Twitter has a streaming API which let's us be notified when a Tweet is made that matches some search criteria. This is
exposed in twython via the TwythonStreamer
class. Using the class is pretty straight-forward: override an on_success
method to receive each tweet and an on_error
method to handle errors. In this case we can make a simple little object
which will record the co-ordinates of each tweet in two lists depending on the device:
from twython import TwythonStreamer
class SourceStreamer(TwythonStreamer):
def __init__(self, *args):
super(SourceStreamer, self).__init__(*args)
self.coords = {
'android': [], 'iOS': [],
}
def on_success(self, data):
"""If tweet has geo-information, add it to the list."""
try:
source = data['source']
if 'Android' in source:
self.coords['android'].append(data['geo']['coordinates'])
elif 'iOS' in source or 'iPhone' in source or 'iPad' in source:
self.coords['iOS'].append(data['geo']['coordinates'])
except (AttributeError, KeyError, TypeError):
pass
def on_error(self, status_code, data):
"""On error, print the error code and disconnect ourselves."""
print('Error: {0}'.format(status_code))
self.disconnect()
Using this object is fairly simple with one little wrinkle: twython blocks a stream when running until the disconnect
method is called on it. We therefore start the stream running in its own thread:
from threading import Thread
class StreamThread(Thread):
def run(self):
self.stream = SourceStreamer(
CONSUMER_KEY, CONSUMER_SECRET, OAUTH_TOKEN, OAUTH_TOKEN_SECRET
)
self.stream.statuses.filter(locations='-180,-90,180,90')
t = StreamThread()
t.daemon = True
t.start()
If we ever want to stop this thread, we can so so by calling t.stream.disconnect()
.
Plotting a heat map
I've already covered some of the issues involved with loading map images in another article and so I won't repeat myself here. Suffice it to say that I once again used foldbeam to generate a base map. I wanted a somewhat exotic projection since I'd be showing the whole world. The Gall-Peters projection is interesting in that it is nearly unique amongst map projections in having an "in popular culture" section on its Wikipedia page.

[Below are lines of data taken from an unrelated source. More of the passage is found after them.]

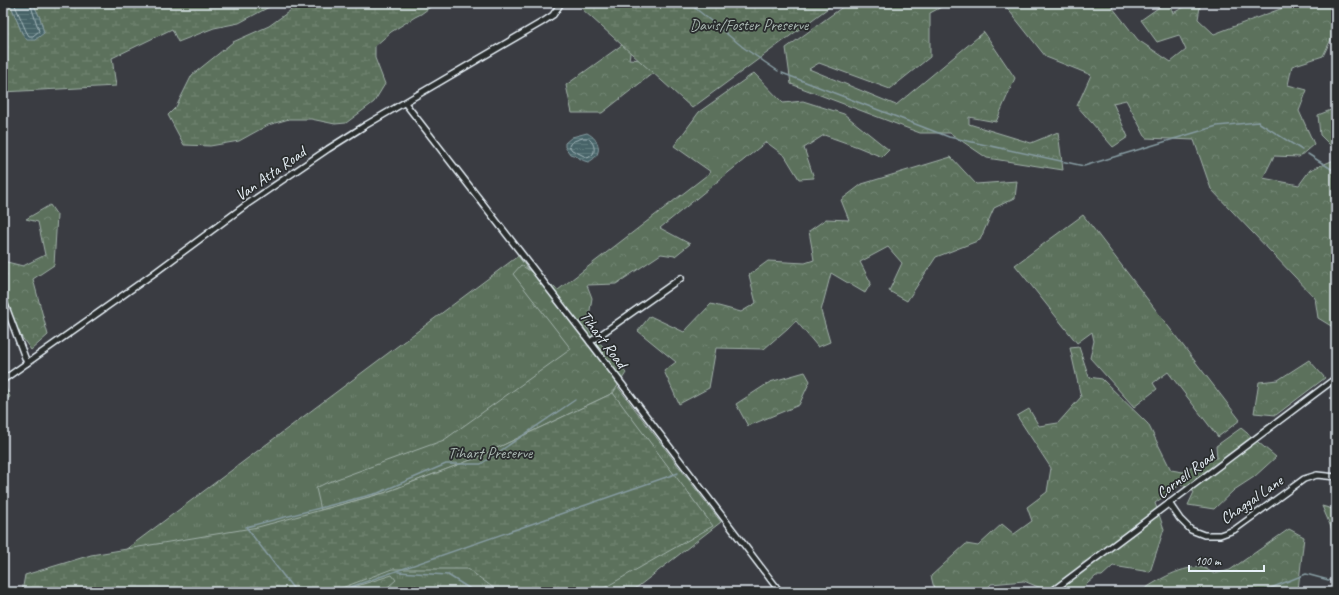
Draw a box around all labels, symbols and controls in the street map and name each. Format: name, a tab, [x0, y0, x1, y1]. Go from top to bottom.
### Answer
park label: Davis/Foster Preserve	[690, 15, 810, 35]
street label: Van Atta Road	[232, 141, 312, 205]
street label: Tihart Road	[575, 307, 633, 374]
park label: Tihart Preserve	[448, 443, 534, 463]
street label: Cornell Road	[1152, 445, 1221, 503]
street label: Chaggal Lane	[1216, 470, 1288, 529]
scale bar	[1189, 547, 1264, 573]
text: 100 m	[1195, 553, 1222, 569]

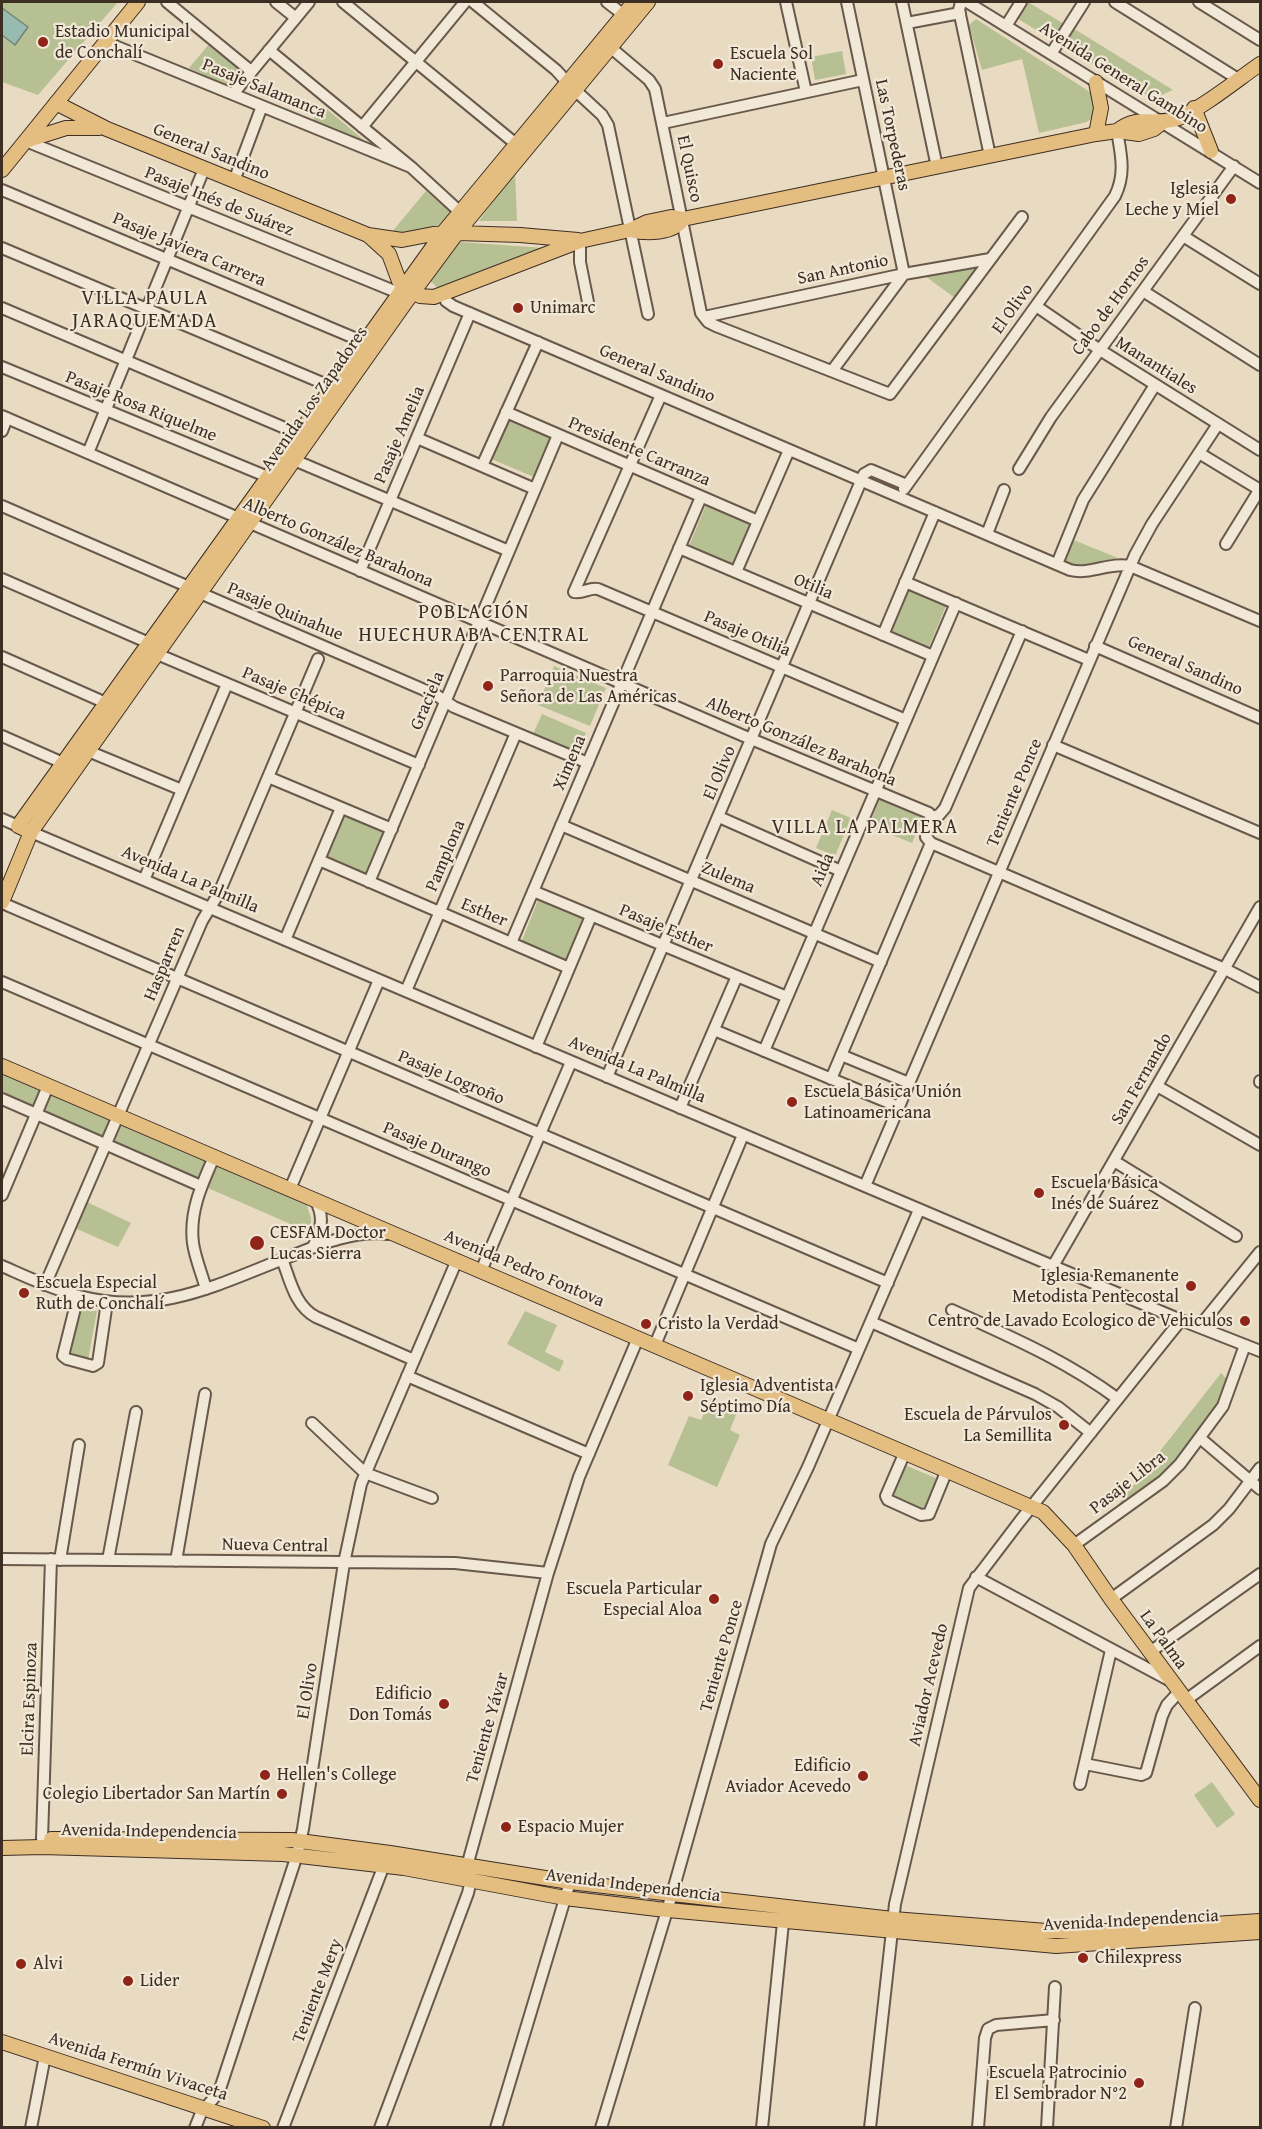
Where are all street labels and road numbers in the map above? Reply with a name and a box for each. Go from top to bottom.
street label: Avenida General Gambino [1035,17,1211,139]
street label: Pasaje Salamanca [199,54,329,124]
street label: Las Torpederas [870,77,914,193]
street label: General Sandino [150,119,272,185]
street label: El Quisco [671,133,707,205]
street label: Pasaje Inés de Suárez [141,162,297,242]
street label: Pasaje Javiera Carrera [109,208,269,292]
street label: San Antonio [796,250,890,290]
street label: Cabo de Hornos [1068,252,1154,360]
street label: El Olivo [988,280,1038,338]
street label: Avenida Los Zapadores [257,323,373,475]
street label: Manantiales [1111,332,1201,400]
street label: General Sandino [596,340,718,408]
street label: Pasaje Rosa Riquelme [62,367,220,447]
street label: Pasaje Amelia [370,383,430,487]
street label: Presidente Carranza [565,412,713,492]
street label: Alberto González Barahona [240,493,436,593]
street label: Otilia [790,569,836,605]
street label: Pasaje Quinahue [224,578,346,646]
street label: Pasaje Otilia [700,606,794,662]
street label: General Sandino [1124,631,1246,701]
street label: Pasaje Chépica [239,662,349,726]
street label: Graciela [406,669,450,733]
street label: Alberto González Barahona [703,692,899,792]
street label: Ximena [549,732,591,794]
street label: Teniente Ponce [982,736,1048,850]
street label: El Olivo [699,743,741,803]
street label: Pamplona [421,817,471,895]
street label: Avenida La Palmilla [118,841,262,919]
street label: Aida [806,850,840,890]
street label: Zulema [698,857,758,899]
street label: Esther [457,894,511,932]
street label: Pasaje Esther [616,900,716,958]
street label: Hasparren [140,923,190,1005]
street label: San Fernando [1107,1029,1177,1129]
street label: Avenida La Palmilla [565,1031,709,1109]
street label: Pasaje Logroño [394,1046,508,1110]
street label: Pasaje Durango [380,1117,494,1183]
street label: Avenida Pedro Fontova [441,1225,607,1313]
street label: Pasaje Libra [1086,1447,1170,1519]
street label: Nueva Central [222,1534,328,1558]
street label: Teniente Ponce [696,1597,748,1715]
street label: La Palma [1134,1606,1192,1674]
street label: Aviador Acevedo [904,1621,954,1749]
street label: Elcira Espinoza [17,1642,43,1756]
street label: El Olivo [293,1661,323,1721]
street label: Teniente Yávar [462,1670,514,1786]
street label: Avenida Independencia [61,1820,237,1844]
street label: Avenida Independencia [544,1865,722,1907]
street label: Avenida Independencia [1043,1906,1219,1936]
street label: Teniente Mery [288,1936,348,2046]
street label: Avenida Fermín Vivaceta [46,2028,230,2106]

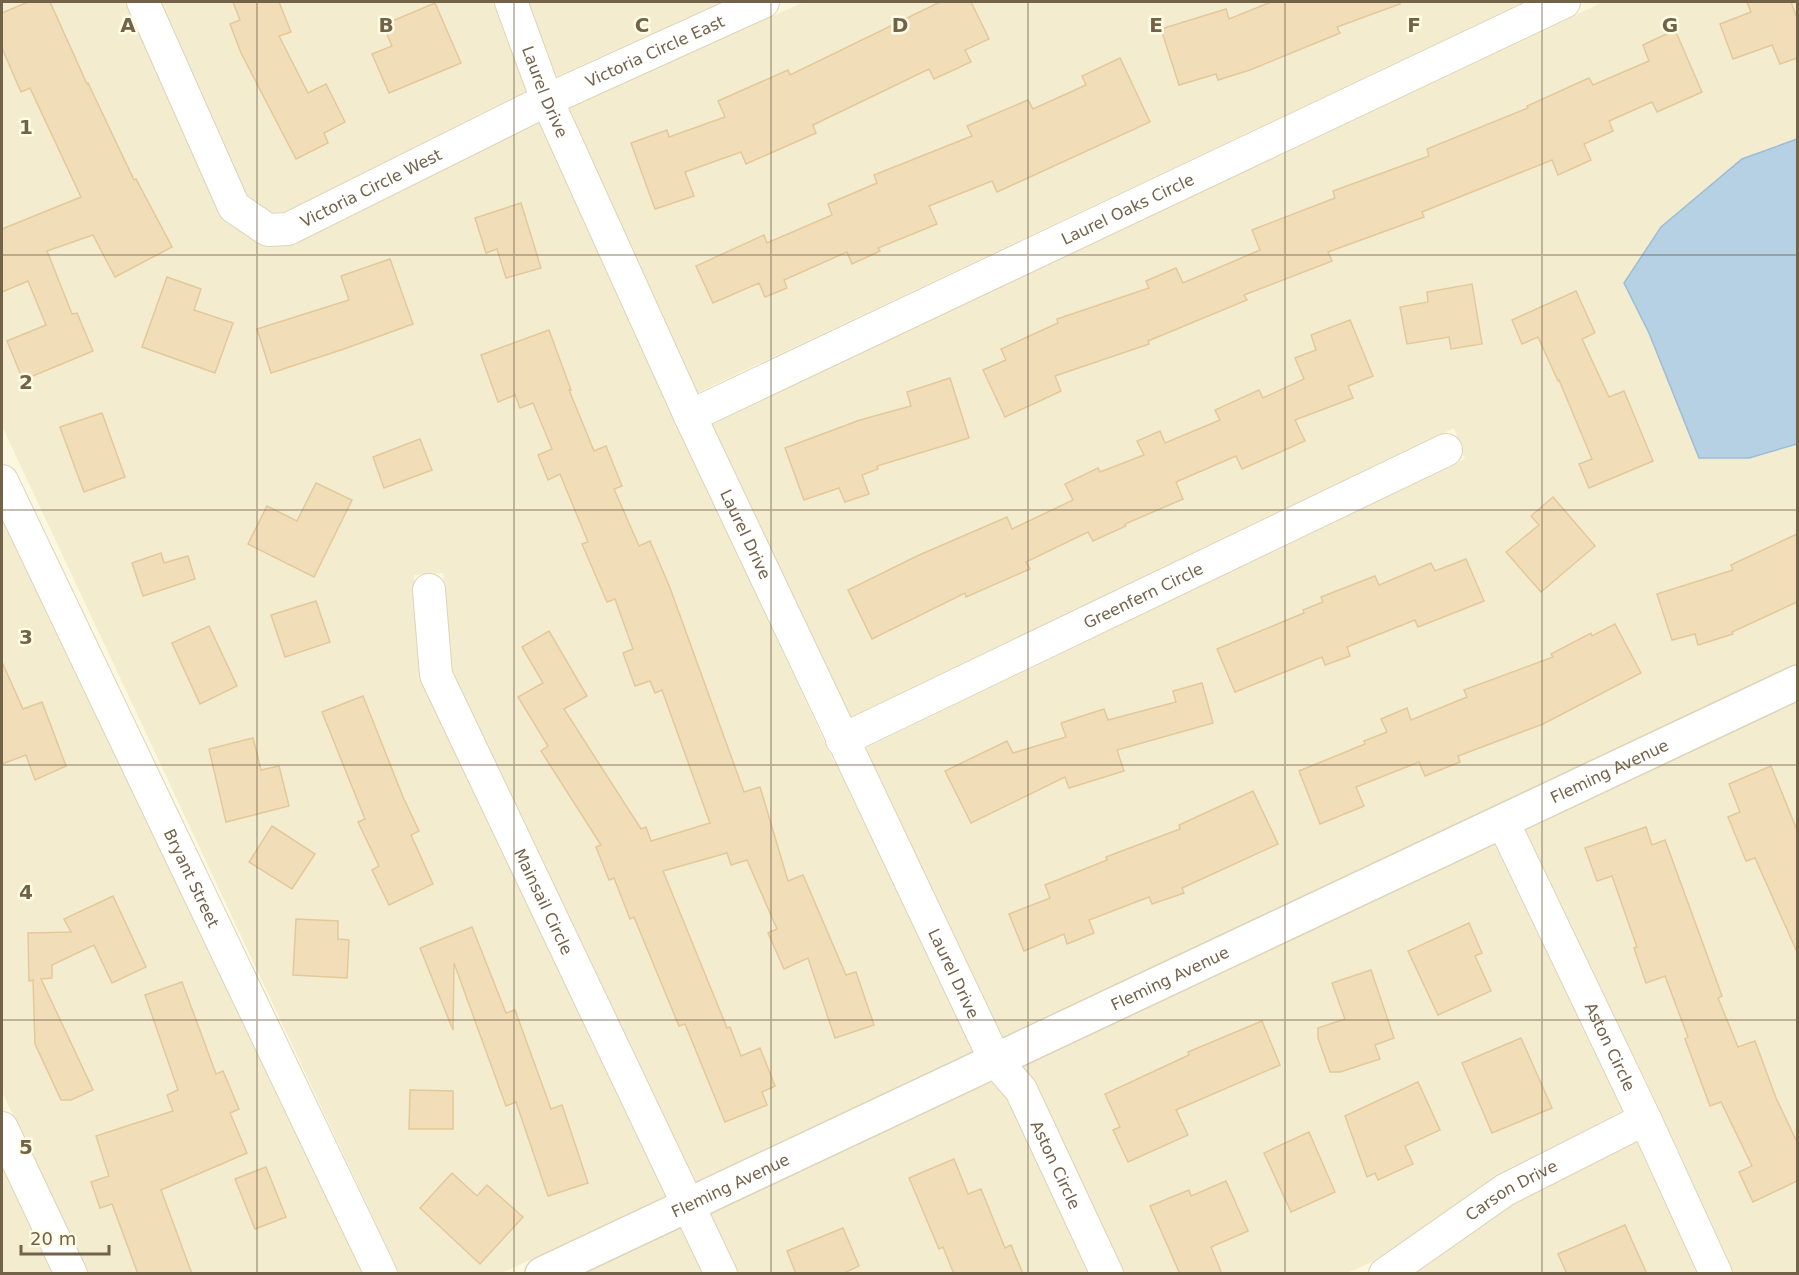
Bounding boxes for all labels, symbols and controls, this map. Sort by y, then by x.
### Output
street label: Victoria Circle East [582,12,728,90]
text: A [120,13,136,37]
text: B [378,13,394,37]
text: D [892,13,908,37]
text: E [1149,13,1163,37]
text: F [1407,13,1421,37]
text: G [1662,13,1678,37]
street label: Laurel Drive [518,43,572,141]
text: 1 [19,115,33,139]
street label: Victoria Circle West [297,145,445,231]
street label: Laurel Oaks Circle [1058,170,1197,249]
text: 2 [19,370,33,394]
street label: Laurel Drive [716,486,775,582]
street label: Greenfern Circle [1080,559,1206,633]
text: 3 [19,625,33,649]
street label: Fleming Avenue [1547,735,1672,807]
street label: Bryant Street [160,826,223,931]
street label: Mainsail Circle [510,845,577,958]
text: 4 [19,880,33,904]
street label: Laurel Drive [924,926,983,1022]
street label: Fleming Avenue [1108,943,1232,1015]
street label: Aston Circle [1581,1000,1639,1094]
street label: Aston Circle [1027,1118,1084,1212]
text: 5 [19,1135,33,1159]
street label: Fleming Avenue [668,1150,792,1222]
street label: Carson Drive [1462,1156,1561,1225]
scale bar [21,1218,110,1256]
text: 20 m [30,1228,76,1249]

To cut a long story short, this is the magic incantation to foldbeam:
$ foldbeam-render \
--proj '+proj=cea +lon_0=0 +lat_ts=45 +x_0=0 +y_0=0 +ellps=WGS84 +units=m +no_defs' \
-l -14000000 -r 14000000 -b -8500000 -t 8700000 -w 1280 -o world-map-gall.tiff --aerial
The long string passed to the --proj
option comes from
a spatialreference.org entry. Specifically, it's the Proj4 string linked
to from that page. If you want, you can
download the resulting map.
Before we go any further, we should make sure to import NumPy and matplotlib:
import numpy as np
from matplotlib.pyplt import *
Loading the map into Python is achieved via the usual GDAL incantation and I've also written a little convenience function which maps latitude and longitudes into pixel co-ordinates for the map:
from osgeo import gdal, osr
map_ds = gdal.Open('world-map-gall.tiff')
map_image = np.transpose(map_ds.ReadAsArray(), (1,2,0))
ox, xs, _, oy, _, ys = map_ds.GetGeoTransform()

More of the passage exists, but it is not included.